━━━━━ RECORDS FOR THIS EXERCISE ━━━━━

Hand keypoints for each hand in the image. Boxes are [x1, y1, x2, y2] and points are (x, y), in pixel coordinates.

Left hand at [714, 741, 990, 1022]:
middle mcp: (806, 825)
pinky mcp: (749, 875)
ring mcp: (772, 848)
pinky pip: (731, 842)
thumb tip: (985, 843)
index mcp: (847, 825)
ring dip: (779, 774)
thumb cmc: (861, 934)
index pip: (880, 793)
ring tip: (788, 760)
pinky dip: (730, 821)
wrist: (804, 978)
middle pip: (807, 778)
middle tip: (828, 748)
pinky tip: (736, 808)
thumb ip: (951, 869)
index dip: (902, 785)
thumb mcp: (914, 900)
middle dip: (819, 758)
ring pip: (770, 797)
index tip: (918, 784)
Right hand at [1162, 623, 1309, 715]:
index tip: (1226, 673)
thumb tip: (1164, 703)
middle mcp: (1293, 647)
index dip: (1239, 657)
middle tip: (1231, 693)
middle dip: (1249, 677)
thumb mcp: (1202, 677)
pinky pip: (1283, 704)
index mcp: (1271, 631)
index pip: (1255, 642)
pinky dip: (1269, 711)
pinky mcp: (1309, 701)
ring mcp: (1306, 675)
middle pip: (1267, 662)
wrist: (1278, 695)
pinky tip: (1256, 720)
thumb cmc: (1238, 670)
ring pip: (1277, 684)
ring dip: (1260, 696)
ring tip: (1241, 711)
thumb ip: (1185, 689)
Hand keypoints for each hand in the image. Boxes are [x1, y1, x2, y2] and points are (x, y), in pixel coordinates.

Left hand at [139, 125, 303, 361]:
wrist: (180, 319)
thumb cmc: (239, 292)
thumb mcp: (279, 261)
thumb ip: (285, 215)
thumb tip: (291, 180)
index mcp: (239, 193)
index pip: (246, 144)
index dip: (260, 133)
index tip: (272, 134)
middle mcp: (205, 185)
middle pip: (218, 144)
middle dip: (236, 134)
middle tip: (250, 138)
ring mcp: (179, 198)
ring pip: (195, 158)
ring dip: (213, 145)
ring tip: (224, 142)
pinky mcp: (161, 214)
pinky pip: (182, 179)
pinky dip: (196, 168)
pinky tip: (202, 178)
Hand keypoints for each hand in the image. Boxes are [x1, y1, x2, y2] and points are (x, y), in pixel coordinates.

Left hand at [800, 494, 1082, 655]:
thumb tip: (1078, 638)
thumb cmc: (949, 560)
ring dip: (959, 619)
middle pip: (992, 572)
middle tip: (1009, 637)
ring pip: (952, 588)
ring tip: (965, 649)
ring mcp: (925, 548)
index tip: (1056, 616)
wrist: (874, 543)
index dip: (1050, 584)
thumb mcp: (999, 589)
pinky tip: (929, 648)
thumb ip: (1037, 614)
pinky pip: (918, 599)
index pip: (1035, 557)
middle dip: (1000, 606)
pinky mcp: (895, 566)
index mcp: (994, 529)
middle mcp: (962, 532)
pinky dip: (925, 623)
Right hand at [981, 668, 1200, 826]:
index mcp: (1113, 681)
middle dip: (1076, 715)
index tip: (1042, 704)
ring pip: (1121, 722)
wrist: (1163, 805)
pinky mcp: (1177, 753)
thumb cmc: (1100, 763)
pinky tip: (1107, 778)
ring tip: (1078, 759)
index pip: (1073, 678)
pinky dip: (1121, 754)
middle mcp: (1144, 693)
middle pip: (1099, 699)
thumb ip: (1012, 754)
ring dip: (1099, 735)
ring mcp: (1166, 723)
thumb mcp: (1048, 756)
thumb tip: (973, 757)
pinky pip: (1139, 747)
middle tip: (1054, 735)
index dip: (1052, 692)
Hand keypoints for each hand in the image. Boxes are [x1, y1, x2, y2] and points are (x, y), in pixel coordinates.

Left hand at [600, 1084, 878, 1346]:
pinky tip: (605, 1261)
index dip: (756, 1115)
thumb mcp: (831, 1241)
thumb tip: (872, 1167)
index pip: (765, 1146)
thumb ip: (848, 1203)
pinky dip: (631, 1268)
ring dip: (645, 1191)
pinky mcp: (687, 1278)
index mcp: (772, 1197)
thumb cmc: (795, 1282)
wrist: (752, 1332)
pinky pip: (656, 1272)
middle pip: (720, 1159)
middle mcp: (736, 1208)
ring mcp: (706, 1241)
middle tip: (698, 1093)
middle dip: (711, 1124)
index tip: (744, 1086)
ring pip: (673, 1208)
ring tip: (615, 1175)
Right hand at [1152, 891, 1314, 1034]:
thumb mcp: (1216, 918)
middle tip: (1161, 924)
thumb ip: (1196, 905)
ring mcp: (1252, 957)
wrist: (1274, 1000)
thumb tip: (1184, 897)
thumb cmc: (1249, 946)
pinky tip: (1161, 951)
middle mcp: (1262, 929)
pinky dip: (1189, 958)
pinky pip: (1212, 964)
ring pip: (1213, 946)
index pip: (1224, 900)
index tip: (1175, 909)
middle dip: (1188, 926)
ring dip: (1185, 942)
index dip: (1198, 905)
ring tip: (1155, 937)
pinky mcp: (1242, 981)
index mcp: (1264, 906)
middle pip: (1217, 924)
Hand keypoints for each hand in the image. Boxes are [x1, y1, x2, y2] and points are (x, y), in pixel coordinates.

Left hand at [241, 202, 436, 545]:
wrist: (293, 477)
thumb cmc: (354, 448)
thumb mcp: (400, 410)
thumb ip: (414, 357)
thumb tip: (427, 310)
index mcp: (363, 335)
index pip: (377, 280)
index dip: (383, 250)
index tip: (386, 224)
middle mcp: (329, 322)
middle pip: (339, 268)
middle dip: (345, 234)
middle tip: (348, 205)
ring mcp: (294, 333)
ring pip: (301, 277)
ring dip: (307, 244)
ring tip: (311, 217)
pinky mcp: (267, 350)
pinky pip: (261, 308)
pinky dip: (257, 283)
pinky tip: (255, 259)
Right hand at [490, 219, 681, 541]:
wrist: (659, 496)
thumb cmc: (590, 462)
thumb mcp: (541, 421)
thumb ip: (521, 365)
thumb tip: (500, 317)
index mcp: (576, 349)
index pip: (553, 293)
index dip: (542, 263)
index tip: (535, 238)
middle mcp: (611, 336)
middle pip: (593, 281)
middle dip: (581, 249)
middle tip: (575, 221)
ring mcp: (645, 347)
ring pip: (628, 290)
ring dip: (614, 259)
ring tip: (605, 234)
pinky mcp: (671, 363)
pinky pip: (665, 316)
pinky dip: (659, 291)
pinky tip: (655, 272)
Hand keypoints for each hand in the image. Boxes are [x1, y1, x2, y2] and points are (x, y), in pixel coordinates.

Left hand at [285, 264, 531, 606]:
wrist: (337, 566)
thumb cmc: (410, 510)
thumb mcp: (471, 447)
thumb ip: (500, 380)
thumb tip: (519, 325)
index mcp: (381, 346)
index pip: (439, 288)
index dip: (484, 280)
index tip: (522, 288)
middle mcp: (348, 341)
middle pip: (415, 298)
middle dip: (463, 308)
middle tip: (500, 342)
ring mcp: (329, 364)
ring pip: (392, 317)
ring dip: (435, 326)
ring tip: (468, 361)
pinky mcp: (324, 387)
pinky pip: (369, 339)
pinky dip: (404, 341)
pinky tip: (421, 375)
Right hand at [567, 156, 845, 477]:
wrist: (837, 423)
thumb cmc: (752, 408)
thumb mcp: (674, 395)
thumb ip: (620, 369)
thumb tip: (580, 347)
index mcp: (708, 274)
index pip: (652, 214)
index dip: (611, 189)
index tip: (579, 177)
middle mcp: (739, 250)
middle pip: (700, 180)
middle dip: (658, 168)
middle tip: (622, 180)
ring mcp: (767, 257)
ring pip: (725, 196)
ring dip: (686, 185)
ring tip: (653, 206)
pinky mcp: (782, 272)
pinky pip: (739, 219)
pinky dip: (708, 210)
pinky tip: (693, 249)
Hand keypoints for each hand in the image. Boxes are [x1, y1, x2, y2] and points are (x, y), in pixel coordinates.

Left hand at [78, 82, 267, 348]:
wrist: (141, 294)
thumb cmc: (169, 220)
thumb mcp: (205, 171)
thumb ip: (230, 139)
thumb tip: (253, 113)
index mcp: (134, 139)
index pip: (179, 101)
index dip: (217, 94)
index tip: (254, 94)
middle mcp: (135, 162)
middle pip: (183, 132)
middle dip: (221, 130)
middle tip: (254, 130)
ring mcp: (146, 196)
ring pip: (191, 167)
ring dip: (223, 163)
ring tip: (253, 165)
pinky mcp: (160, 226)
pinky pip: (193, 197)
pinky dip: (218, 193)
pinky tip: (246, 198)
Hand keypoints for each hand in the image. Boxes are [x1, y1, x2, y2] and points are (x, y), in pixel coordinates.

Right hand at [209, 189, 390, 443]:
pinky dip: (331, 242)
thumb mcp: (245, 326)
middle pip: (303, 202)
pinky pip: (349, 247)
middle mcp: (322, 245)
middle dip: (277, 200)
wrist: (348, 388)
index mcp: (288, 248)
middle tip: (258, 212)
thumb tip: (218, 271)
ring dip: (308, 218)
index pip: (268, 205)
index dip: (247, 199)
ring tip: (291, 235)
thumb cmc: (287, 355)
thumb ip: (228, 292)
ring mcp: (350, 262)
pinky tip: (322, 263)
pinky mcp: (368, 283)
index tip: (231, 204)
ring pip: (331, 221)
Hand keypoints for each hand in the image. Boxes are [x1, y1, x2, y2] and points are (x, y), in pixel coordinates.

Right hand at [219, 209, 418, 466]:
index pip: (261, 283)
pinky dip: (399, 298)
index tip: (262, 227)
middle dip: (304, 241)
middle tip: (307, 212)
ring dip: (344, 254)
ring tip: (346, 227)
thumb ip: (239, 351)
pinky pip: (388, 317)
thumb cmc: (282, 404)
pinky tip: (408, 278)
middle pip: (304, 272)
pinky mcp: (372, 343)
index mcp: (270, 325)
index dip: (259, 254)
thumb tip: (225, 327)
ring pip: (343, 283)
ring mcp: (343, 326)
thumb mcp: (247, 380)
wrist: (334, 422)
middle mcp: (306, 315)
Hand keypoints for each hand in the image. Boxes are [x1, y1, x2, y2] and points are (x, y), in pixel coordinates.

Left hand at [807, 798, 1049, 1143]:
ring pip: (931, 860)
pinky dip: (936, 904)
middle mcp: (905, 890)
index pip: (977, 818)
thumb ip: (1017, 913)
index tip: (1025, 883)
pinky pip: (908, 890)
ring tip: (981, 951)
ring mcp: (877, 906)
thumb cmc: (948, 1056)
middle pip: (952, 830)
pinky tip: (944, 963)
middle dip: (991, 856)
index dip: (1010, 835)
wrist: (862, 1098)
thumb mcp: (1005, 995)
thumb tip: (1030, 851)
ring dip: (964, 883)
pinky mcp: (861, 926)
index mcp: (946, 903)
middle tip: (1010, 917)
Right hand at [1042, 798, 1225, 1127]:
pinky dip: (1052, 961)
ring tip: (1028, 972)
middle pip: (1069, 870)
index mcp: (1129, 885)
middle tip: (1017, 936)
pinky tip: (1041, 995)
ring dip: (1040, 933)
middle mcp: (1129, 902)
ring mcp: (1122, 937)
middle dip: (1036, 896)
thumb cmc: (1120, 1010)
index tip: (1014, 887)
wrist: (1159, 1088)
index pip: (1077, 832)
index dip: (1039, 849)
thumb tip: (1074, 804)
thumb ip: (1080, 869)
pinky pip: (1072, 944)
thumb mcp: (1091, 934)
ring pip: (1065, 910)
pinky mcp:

━━━━━

## [TASK]
Please transcribe exactly the line containing "thumb tip: (225, 327)" and every line after it to the end of the data, and no other lines.

## [TASK RESULT]
thumb tip: (225, 327)
ring pip: (343, 283)
ring mcp: (343, 326)
thumb mcp: (247, 380)
wrist: (334, 422)
middle mcp: (306, 315)
Hand keypoints for each hand in the image. Boxes are [x1, y1, x2, y2] and points are (x, y), in pixel coordinates.

Left hand at [807, 798, 1049, 1143]:
ring pip: (931, 860)
pinky dip: (936, 904)
middle mcp: (905, 890)
index pip: (977, 818)
thumb ip: (1017, 913)
index tip: (1025, 883)
pinky pip: (908, 890)
ring tip: (981, 951)
ring mcp: (877, 906)
thumb cmc: (948, 1056)
middle pip: (952, 830)
pinky tip: (944, 963)
middle dip: (991, 856)
index dip: (1010, 835)
wrist: (862, 1098)
thumb mcp: (1005, 995)
thumb tip: (1030, 851)
ring dip: (964, 883)
pinky mcp: (861, 926)
index mcp: (946, 903)
middle tip: (1010, 917)
Right hand at [1042, 798, 1225, 1127]:
pinky dip: (1052, 961)
ring tip: (1028, 972)
middle pip: (1069, 870)
index mcp: (1129, 885)
middle tip: (1017, 936)
pinky tip: (1041, 995)
ring dip: (1040, 933)
middle mcp: (1129, 902)
ring mcp: (1122, 937)
middle dip: (1036, 896)
thumb cmc: (1120, 1010)
index tip: (1014, 887)
wrist: (1159, 1088)
index pip: (1077, 832)
index dip: (1039, 849)
thumb tip: (1074, 804)
thumb ip: (1080, 869)
pinky pip: (1072, 944)
thumb mcp: (1091, 934)
ring pip: (1065, 910)
pinky mcp:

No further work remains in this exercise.